** Opening Data listing block **

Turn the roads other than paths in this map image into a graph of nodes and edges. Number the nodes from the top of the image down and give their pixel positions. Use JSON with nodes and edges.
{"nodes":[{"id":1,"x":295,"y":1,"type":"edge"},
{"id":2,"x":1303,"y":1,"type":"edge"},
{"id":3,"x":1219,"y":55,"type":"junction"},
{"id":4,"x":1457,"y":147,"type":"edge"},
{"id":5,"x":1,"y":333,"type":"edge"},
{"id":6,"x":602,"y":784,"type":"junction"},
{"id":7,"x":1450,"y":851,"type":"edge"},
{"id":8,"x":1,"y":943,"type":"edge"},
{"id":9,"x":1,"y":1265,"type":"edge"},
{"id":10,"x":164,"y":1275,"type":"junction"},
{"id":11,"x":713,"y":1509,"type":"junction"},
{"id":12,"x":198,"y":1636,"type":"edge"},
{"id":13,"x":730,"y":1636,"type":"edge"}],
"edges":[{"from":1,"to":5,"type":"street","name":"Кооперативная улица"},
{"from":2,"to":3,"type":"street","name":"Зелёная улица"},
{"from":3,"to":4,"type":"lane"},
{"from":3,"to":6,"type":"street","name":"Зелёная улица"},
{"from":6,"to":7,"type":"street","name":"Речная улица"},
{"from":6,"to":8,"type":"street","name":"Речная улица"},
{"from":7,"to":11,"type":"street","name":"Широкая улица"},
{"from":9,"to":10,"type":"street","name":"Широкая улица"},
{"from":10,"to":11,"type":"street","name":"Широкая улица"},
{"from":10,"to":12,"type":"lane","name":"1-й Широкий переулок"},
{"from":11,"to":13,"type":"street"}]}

** Closing Data listing block **

**Work request:** With every word kept as it is, set down the entries again.

**The answer:**
Turn the roads other than paths in this map image into a graph of nodes and edges. Number the nodes from the top of the image down and give their pixel positions. Use JSON with nodes and edges.
{"nodes":[{"id":1,"x":295,"y":1,"type":"edge"},
{"id":2,"x":1303,"y":1,"type":"edge"},
{"id":3,"x":1219,"y":55,"type":"junction"},
{"id":4,"x":1457,"y":147,"type":"edge"},
{"id":5,"x":1,"y":333,"type":"edge"},
{"id":6,"x":602,"y":784,"type":"junction"},
{"id":7,"x":1450,"y":851,"type":"edge"},
{"id":8,"x":1,"y":943,"type":"edge"},
{"id":9,"x":1,"y":1265,"type":"edge"},
{"id":10,"x":164,"y":1275,"type":"junction"},
{"id":11,"x":713,"y":1509,"type":"junction"},
{"id":12,"x":198,"y":1636,"type":"edge"},
{"id":13,"x":730,"y":1636,"type":"edge"}],
"edges":[{"from":1,"to":5,"type":"street","name":"Кооперативная улица"},
{"from":2,"to":3,"type":"street","name":"Зелёная улица"},
{"from":3,"to":4,"type":"lane"},
{"from":3,"to":6,"type":"street","name":"Зелёная улица"},
{"from":6,"to":7,"type":"street","name":"Речная улица"},
{"from":6,"to":8,"type":"street","name":"Речная улица"},
{"from":7,"to":11,"type":"street","name":"Широкая улица"},
{"from":9,"to":10,"type":"street","name":"Широкая улица"},
{"from":10,"to":11,"type":"street","name":"Широкая улица"},
{"from":10,"to":12,"type":"lane","name":"1-й Широкий переулок"},
{"from":11,"to":13,"type":"street"}]}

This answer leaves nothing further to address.